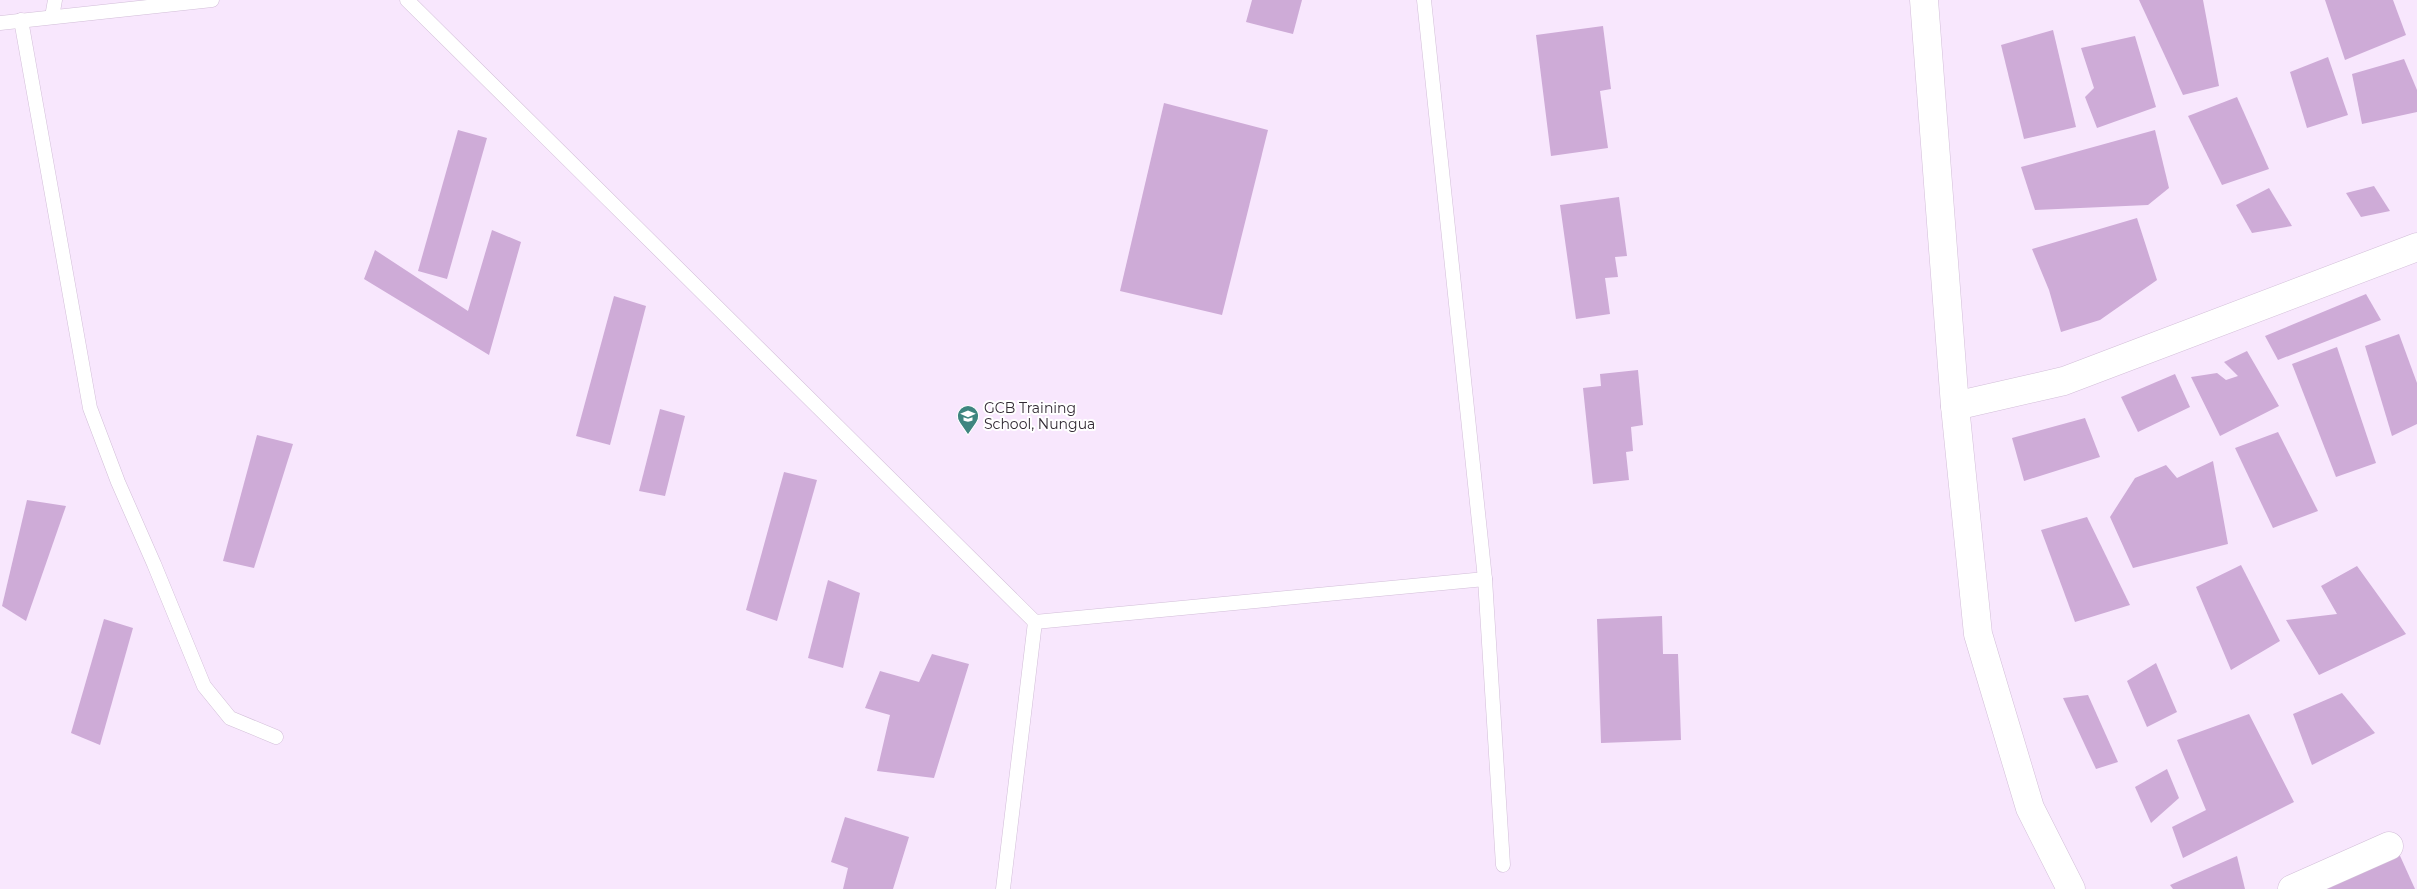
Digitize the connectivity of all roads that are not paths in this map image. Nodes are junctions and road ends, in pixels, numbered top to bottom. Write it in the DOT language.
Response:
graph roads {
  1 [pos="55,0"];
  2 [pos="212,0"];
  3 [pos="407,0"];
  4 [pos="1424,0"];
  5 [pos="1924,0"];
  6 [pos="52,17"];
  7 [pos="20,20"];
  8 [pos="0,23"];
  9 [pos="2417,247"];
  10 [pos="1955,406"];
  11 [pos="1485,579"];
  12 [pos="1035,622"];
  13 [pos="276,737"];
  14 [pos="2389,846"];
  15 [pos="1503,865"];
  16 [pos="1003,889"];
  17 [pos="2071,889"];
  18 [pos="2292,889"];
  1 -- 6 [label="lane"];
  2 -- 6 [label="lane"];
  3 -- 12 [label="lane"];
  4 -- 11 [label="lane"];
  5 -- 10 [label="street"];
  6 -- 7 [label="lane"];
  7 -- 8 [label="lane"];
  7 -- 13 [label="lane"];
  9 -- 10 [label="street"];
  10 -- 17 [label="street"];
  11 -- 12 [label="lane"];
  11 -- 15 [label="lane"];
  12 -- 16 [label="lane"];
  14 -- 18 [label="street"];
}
...
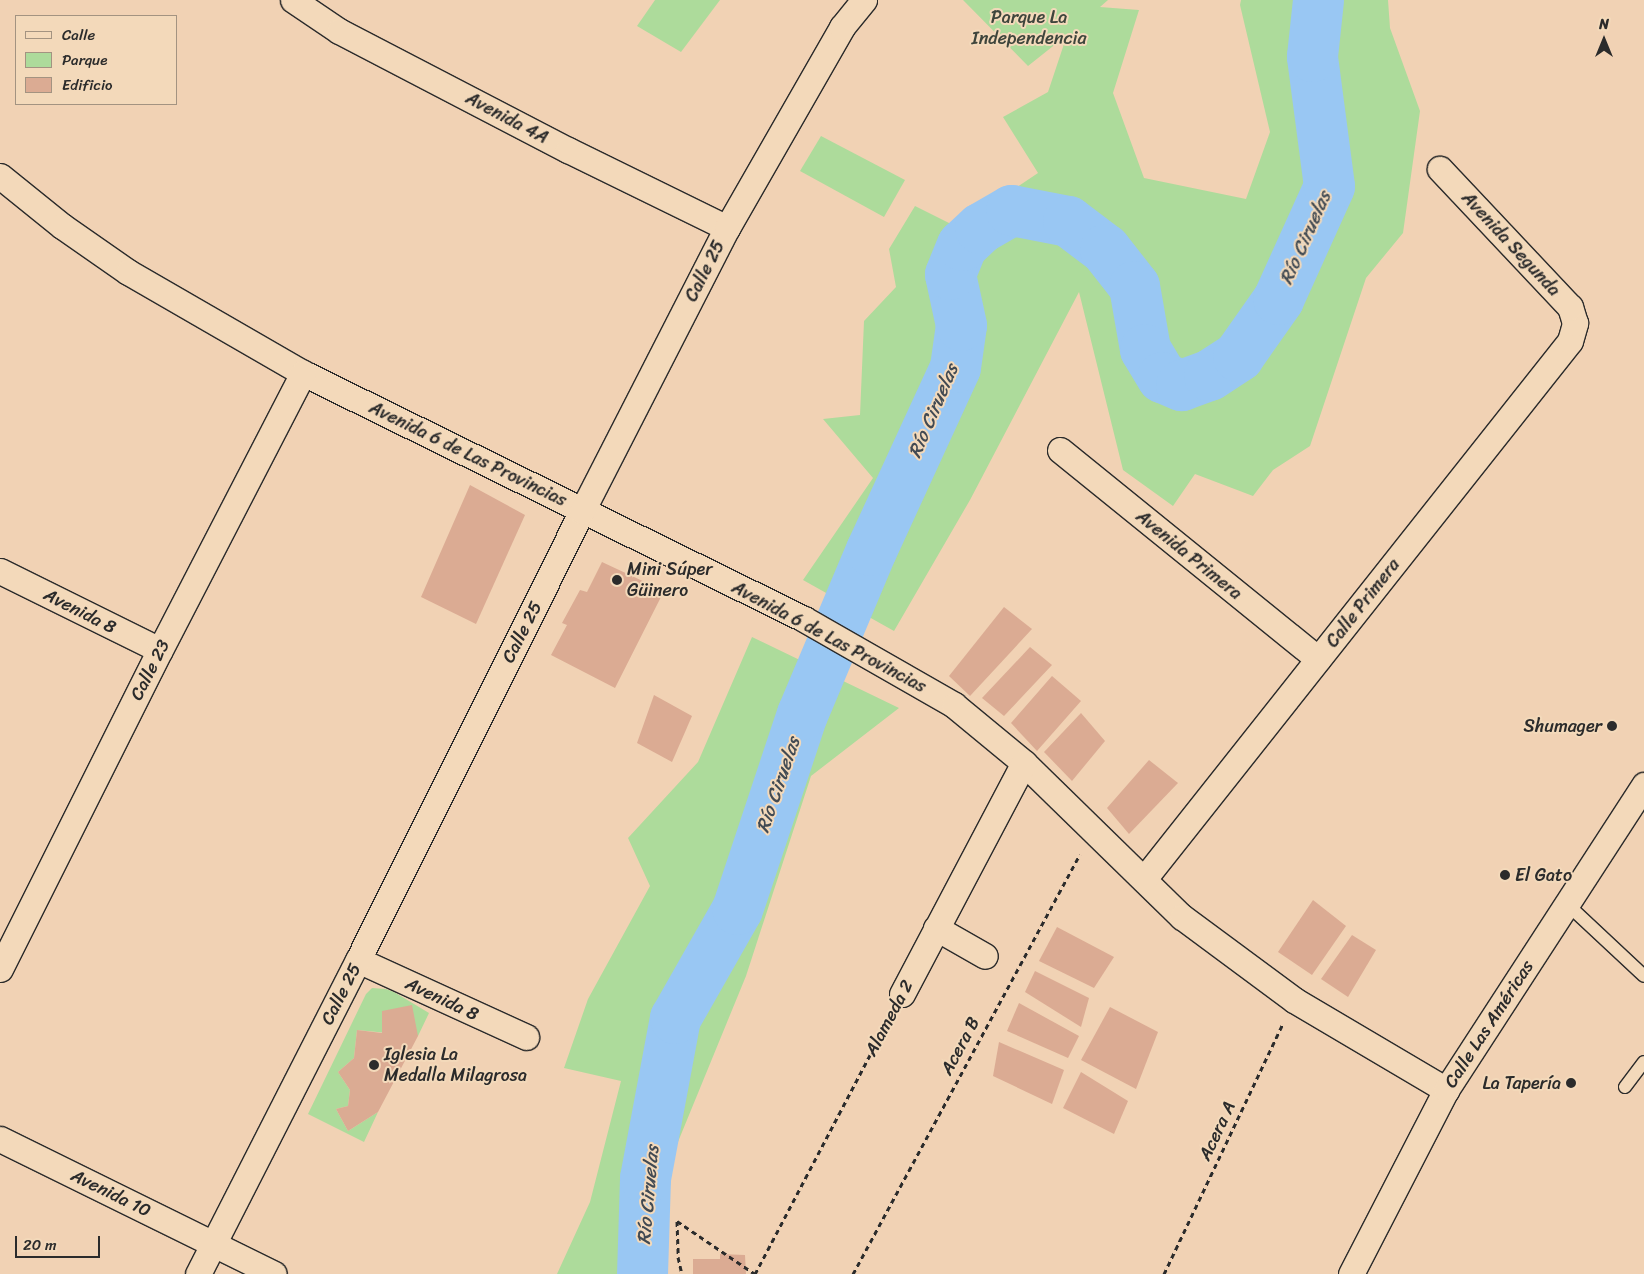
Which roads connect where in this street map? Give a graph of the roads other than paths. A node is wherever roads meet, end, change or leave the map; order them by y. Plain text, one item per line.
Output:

WHAT IS EXPECTED:
Lines that hold "paths" are the ones to copy, so pick each out from the data.

EXPECTED ANSWER:
Digitize the connectivity of all roads that are not paths in this map image. Nodes are junctions and road ends, in pixels, numbered top to bottom. Write it in the DOT language.
Which roads connect where in this street map? Give a graph of the roads other than paths. A node is wherever roads meet, end, change or leave the map; order them by y. Plain text, one item per line.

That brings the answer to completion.